● INSTRUCTIONS TO FOLLOW: For each line of the listing that contains "Rocío", make a copy and return it.

● RECORDS SHOWN:
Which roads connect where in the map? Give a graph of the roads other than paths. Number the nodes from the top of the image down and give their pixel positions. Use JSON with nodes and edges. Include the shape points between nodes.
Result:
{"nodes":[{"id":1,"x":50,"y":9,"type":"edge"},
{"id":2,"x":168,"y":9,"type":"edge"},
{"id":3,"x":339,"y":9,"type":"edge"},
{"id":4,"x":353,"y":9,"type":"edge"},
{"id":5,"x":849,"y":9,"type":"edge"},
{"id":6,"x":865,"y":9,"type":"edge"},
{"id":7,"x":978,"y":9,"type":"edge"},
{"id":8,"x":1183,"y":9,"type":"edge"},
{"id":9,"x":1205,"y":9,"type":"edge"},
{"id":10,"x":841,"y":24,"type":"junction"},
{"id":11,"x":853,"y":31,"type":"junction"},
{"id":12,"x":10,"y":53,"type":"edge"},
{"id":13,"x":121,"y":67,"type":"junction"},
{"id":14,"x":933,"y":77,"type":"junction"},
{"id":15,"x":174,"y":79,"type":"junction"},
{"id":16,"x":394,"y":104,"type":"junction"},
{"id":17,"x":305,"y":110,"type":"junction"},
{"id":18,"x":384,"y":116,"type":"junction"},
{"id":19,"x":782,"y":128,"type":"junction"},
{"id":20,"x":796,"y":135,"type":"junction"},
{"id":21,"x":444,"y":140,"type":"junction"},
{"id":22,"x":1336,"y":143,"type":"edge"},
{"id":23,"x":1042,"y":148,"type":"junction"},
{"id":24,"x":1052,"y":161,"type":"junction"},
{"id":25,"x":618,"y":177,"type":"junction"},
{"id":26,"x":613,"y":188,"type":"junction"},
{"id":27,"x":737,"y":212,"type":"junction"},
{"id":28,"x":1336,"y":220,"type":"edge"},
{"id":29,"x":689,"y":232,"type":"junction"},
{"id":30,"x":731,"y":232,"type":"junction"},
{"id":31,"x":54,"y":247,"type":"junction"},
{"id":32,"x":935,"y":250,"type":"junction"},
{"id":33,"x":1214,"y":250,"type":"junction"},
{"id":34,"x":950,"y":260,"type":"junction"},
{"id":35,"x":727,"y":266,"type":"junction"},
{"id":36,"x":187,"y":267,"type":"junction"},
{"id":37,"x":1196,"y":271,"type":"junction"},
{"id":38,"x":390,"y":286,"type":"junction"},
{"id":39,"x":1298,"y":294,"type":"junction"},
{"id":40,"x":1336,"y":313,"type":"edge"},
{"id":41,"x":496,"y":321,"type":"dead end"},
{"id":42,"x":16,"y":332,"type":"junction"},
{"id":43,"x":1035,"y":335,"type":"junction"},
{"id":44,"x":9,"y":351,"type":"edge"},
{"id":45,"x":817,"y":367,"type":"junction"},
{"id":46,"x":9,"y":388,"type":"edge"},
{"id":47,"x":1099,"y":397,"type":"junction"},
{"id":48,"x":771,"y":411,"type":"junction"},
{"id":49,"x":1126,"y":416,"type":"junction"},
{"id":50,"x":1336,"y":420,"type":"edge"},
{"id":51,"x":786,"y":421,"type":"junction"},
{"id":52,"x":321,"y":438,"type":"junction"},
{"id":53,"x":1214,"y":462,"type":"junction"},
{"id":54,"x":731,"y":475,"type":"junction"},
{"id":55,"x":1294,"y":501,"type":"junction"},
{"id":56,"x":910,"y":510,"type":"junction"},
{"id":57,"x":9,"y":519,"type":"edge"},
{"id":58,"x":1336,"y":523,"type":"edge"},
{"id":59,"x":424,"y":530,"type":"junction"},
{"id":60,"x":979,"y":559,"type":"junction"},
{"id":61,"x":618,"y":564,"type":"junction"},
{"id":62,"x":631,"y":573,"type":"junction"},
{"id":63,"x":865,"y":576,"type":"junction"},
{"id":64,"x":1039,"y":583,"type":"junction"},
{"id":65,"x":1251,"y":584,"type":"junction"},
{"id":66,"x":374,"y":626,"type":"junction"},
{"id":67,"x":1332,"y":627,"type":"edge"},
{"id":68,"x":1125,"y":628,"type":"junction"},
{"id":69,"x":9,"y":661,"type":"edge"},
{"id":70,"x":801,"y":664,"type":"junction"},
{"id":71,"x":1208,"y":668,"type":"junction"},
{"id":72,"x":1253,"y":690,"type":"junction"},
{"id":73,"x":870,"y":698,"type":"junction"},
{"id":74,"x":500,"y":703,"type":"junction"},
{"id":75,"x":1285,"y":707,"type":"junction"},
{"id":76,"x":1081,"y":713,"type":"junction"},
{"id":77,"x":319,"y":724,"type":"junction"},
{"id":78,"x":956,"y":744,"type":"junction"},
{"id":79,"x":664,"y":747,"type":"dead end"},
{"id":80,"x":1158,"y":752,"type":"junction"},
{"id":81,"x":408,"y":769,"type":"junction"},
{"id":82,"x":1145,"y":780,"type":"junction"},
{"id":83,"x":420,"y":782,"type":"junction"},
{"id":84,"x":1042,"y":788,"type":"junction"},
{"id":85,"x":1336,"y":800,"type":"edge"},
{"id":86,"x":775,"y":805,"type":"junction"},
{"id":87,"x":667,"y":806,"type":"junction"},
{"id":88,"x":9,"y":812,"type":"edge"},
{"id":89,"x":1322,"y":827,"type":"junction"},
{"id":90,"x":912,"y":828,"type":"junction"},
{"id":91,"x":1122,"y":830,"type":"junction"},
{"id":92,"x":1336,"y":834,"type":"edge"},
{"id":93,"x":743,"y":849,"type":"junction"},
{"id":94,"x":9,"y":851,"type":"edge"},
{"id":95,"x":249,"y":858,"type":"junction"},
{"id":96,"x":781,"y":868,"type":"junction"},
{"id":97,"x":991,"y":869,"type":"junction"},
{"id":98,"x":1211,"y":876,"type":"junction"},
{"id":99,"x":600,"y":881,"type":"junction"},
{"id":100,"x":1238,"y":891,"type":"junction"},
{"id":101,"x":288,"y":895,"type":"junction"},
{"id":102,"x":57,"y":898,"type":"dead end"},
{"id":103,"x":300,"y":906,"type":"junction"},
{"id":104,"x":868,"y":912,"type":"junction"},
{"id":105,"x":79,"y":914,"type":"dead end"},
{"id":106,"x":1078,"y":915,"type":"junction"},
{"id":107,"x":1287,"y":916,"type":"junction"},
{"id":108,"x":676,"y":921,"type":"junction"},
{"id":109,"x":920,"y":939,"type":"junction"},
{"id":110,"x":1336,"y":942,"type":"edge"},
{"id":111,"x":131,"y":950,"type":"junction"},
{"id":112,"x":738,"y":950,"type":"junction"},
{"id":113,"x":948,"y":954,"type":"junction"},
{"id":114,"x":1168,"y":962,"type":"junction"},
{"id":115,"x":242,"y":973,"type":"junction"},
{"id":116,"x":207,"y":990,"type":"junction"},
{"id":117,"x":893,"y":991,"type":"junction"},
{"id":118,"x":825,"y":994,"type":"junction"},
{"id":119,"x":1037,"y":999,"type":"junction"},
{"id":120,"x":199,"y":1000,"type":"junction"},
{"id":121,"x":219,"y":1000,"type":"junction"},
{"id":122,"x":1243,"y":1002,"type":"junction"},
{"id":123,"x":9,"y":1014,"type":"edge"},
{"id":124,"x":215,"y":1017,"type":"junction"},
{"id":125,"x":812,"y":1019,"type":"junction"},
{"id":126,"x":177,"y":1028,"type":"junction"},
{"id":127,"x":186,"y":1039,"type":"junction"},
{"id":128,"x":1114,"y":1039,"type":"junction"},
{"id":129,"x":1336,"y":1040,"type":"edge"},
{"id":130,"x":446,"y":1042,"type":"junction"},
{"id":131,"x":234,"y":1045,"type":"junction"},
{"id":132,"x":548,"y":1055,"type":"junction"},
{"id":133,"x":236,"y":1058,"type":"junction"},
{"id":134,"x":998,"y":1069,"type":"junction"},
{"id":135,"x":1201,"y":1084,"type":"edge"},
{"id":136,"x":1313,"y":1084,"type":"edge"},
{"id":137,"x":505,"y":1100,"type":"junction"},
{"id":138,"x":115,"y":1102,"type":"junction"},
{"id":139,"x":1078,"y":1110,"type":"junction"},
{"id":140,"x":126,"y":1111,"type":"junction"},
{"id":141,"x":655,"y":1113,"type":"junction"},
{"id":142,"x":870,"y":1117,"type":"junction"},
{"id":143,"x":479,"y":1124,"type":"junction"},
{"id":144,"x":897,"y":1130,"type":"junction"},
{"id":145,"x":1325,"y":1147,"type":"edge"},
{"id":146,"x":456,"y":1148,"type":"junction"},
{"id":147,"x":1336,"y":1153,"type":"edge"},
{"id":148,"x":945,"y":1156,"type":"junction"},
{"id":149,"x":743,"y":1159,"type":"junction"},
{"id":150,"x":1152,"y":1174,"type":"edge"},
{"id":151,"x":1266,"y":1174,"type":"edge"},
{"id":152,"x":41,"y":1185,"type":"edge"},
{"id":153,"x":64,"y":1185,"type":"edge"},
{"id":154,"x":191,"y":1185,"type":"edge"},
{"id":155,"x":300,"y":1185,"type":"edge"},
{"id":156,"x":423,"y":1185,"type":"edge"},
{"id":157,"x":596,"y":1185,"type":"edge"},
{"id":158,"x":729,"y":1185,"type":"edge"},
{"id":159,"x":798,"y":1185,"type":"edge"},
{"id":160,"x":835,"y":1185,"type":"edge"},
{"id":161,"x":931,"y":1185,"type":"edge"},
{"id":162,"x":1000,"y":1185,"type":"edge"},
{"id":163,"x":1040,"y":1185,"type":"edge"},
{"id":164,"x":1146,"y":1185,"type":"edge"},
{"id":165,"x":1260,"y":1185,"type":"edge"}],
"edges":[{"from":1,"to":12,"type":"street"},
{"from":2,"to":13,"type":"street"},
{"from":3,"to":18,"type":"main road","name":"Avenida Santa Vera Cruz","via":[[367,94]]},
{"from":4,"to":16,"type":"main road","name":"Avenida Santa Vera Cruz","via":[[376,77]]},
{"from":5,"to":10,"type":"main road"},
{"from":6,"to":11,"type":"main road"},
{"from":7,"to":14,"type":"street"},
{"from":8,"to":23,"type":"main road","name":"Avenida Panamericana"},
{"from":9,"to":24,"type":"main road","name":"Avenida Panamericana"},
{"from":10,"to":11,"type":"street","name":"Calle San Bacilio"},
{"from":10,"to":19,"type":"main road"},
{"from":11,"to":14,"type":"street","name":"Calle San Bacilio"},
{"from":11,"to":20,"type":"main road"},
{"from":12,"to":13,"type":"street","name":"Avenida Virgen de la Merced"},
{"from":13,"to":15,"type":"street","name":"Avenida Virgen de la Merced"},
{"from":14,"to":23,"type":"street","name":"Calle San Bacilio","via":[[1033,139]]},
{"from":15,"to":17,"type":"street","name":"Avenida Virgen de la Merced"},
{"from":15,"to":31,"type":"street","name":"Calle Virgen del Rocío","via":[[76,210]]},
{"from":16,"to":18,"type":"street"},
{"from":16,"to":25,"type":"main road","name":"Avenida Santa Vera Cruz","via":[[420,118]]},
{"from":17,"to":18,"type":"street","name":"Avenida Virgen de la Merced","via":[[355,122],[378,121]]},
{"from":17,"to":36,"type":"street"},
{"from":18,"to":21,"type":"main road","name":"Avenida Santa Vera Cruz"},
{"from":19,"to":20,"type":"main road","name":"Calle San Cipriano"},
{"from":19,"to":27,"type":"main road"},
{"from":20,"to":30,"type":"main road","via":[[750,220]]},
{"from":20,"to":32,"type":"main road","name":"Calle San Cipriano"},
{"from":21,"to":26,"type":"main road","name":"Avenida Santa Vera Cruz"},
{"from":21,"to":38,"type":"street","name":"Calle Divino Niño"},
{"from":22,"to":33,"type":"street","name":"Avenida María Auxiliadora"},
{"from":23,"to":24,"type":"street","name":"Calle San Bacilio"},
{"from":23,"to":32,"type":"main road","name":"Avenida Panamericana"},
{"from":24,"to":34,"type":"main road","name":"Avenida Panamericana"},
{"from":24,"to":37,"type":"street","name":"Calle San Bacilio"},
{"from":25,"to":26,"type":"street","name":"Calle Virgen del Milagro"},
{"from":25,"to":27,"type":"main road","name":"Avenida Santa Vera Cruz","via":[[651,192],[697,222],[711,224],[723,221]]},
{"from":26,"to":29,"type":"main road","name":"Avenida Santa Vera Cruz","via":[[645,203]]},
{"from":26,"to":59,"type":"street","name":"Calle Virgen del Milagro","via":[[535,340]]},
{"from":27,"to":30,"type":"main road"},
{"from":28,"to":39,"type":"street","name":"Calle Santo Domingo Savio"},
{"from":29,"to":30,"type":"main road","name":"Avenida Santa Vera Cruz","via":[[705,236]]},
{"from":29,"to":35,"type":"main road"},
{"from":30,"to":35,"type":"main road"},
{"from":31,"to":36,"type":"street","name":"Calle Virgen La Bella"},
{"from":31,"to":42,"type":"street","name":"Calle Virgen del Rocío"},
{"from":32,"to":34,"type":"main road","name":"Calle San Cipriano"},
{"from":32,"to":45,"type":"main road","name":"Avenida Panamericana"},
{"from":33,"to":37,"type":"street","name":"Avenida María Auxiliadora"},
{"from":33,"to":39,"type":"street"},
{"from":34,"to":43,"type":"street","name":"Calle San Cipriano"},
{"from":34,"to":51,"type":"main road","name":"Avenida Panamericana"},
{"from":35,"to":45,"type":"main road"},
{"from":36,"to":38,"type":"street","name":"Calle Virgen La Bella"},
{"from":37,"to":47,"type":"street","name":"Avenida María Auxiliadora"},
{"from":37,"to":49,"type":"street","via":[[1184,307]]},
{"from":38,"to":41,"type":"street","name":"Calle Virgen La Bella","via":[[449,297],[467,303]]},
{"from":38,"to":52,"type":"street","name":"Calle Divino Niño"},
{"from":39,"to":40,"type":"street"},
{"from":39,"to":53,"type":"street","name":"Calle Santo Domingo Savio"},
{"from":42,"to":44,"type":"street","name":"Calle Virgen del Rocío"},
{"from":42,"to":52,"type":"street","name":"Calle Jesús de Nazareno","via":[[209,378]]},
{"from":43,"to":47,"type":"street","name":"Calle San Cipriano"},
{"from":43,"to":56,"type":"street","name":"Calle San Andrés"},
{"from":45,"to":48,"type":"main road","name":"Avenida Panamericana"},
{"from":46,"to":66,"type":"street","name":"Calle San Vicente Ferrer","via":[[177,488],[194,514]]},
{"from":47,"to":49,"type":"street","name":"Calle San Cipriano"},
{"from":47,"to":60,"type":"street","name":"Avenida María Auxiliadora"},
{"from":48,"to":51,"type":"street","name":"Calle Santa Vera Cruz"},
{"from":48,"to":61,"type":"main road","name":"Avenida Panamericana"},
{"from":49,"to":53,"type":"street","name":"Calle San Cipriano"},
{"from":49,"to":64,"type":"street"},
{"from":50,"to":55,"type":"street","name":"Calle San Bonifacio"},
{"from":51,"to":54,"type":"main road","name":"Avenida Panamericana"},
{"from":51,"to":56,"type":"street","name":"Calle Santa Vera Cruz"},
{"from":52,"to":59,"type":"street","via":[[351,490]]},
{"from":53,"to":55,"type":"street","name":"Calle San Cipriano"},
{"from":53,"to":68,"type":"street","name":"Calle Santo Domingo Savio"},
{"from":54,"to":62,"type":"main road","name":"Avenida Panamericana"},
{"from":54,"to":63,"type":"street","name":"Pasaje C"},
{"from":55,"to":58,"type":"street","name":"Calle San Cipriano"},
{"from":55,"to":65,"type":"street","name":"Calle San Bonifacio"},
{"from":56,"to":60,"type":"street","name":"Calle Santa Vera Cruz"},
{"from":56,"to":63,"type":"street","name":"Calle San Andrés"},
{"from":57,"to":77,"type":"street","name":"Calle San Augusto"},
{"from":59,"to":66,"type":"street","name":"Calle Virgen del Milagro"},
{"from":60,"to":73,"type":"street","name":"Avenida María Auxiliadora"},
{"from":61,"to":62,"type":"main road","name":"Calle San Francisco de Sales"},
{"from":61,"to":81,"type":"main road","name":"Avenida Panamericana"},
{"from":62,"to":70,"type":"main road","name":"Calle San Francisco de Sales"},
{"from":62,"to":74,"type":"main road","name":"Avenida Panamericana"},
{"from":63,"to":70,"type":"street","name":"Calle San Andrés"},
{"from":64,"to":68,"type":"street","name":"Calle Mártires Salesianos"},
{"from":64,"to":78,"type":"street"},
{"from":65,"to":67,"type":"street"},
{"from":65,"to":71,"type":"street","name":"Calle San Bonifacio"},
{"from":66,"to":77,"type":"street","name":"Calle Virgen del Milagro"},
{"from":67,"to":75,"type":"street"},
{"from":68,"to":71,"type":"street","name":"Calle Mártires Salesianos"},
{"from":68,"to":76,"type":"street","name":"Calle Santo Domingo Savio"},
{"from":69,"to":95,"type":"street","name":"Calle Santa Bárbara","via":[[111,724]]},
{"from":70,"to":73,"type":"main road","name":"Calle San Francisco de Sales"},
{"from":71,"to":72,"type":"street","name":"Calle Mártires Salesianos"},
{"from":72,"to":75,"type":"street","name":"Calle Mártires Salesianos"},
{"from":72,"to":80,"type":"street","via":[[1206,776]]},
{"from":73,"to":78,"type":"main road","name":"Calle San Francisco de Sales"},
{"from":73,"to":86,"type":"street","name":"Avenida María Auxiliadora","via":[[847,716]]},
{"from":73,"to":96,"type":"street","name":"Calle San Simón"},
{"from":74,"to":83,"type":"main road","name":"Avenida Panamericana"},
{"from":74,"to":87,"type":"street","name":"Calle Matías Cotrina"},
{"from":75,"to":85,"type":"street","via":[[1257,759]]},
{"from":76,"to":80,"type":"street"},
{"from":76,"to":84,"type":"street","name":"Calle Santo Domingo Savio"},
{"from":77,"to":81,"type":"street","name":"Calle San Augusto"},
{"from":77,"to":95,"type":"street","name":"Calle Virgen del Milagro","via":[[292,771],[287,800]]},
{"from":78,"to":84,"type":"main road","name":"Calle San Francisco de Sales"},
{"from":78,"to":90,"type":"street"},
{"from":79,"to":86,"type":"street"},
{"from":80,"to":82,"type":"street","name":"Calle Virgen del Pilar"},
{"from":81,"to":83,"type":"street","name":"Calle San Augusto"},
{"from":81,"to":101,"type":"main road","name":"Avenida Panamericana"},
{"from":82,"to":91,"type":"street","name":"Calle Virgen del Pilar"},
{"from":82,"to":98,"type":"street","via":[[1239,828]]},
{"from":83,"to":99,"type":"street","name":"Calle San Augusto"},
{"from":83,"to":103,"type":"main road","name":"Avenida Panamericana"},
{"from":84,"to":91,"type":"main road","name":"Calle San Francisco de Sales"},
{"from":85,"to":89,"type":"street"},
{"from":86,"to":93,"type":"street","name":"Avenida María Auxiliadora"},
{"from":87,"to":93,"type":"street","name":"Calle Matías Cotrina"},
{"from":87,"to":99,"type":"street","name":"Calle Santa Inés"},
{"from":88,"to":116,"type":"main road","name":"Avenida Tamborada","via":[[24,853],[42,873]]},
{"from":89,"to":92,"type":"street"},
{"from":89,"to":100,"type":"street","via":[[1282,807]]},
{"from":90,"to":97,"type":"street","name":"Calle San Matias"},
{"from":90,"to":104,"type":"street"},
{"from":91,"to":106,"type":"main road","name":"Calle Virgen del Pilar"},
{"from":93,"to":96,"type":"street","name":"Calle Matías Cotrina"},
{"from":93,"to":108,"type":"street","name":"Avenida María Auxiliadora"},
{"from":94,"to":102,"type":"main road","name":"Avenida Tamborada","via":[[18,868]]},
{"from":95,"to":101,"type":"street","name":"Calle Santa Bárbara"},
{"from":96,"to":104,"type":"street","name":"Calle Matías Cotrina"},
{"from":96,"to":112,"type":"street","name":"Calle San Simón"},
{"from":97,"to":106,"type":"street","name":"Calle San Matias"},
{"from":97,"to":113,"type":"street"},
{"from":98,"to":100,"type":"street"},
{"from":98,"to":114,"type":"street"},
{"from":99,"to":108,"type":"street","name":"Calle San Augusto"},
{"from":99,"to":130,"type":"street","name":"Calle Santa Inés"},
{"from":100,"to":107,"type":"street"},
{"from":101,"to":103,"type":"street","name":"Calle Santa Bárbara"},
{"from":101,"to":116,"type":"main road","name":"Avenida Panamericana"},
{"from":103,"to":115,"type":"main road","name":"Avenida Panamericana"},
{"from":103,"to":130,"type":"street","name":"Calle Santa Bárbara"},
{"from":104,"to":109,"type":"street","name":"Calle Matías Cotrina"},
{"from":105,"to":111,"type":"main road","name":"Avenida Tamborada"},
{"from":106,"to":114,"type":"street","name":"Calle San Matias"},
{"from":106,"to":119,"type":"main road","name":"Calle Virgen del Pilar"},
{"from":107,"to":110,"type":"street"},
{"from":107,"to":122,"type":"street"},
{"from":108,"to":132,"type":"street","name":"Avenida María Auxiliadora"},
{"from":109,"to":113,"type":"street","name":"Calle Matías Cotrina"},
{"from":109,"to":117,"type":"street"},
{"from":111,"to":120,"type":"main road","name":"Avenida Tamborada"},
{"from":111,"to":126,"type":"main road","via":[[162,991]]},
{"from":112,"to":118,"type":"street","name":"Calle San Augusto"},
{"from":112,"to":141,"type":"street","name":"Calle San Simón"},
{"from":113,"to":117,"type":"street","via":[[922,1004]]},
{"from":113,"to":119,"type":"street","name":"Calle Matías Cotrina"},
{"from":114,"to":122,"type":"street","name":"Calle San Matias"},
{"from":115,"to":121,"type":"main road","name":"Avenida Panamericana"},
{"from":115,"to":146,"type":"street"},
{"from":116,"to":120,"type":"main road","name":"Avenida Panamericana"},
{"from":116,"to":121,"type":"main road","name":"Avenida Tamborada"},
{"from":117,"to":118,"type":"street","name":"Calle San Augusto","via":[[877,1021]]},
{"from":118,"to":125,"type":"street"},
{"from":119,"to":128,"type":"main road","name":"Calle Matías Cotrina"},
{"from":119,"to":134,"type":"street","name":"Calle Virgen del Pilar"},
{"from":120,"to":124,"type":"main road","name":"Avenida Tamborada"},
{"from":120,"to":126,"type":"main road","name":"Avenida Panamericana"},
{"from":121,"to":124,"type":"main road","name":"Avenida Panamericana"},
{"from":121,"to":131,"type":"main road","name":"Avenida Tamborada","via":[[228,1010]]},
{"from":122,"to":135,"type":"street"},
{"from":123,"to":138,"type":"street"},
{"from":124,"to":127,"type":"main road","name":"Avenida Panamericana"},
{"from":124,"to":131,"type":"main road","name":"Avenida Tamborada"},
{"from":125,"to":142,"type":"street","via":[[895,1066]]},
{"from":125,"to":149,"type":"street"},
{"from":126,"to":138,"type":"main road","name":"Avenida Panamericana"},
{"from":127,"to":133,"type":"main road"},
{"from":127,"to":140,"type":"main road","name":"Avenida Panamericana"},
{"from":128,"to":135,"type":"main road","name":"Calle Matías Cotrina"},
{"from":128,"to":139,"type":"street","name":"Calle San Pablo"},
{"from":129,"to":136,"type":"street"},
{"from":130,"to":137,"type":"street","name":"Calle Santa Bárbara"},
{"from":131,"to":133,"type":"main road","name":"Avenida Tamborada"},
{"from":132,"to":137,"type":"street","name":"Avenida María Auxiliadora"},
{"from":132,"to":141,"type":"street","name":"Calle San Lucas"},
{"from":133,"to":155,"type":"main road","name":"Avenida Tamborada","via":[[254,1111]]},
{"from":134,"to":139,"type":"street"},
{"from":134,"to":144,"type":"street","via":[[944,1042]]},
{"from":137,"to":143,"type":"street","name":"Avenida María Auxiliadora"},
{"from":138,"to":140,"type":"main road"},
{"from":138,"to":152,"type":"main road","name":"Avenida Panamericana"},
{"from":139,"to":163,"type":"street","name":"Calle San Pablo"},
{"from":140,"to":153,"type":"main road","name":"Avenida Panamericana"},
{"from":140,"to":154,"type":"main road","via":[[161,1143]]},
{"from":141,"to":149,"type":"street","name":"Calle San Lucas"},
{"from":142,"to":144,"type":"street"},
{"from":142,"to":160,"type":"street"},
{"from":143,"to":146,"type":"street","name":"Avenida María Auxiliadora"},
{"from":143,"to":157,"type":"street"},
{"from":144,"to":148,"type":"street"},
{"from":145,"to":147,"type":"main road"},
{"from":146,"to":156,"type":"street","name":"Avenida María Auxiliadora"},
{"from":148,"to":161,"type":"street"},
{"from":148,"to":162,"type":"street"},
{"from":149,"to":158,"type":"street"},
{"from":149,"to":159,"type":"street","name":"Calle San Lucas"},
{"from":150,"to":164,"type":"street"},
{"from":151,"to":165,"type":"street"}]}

● EXERCISE RESPONSE:
{"from":15,"to":31,"type":"street","name":"Calle Virgen del Rocío","via":[[76,210]]},
{"from":31,"to":42,"type":"street","name":"Calle Virgen del Rocío"},
{"from":42,"to":44,"type":"street","name":"Calle Virgen del Rocío"},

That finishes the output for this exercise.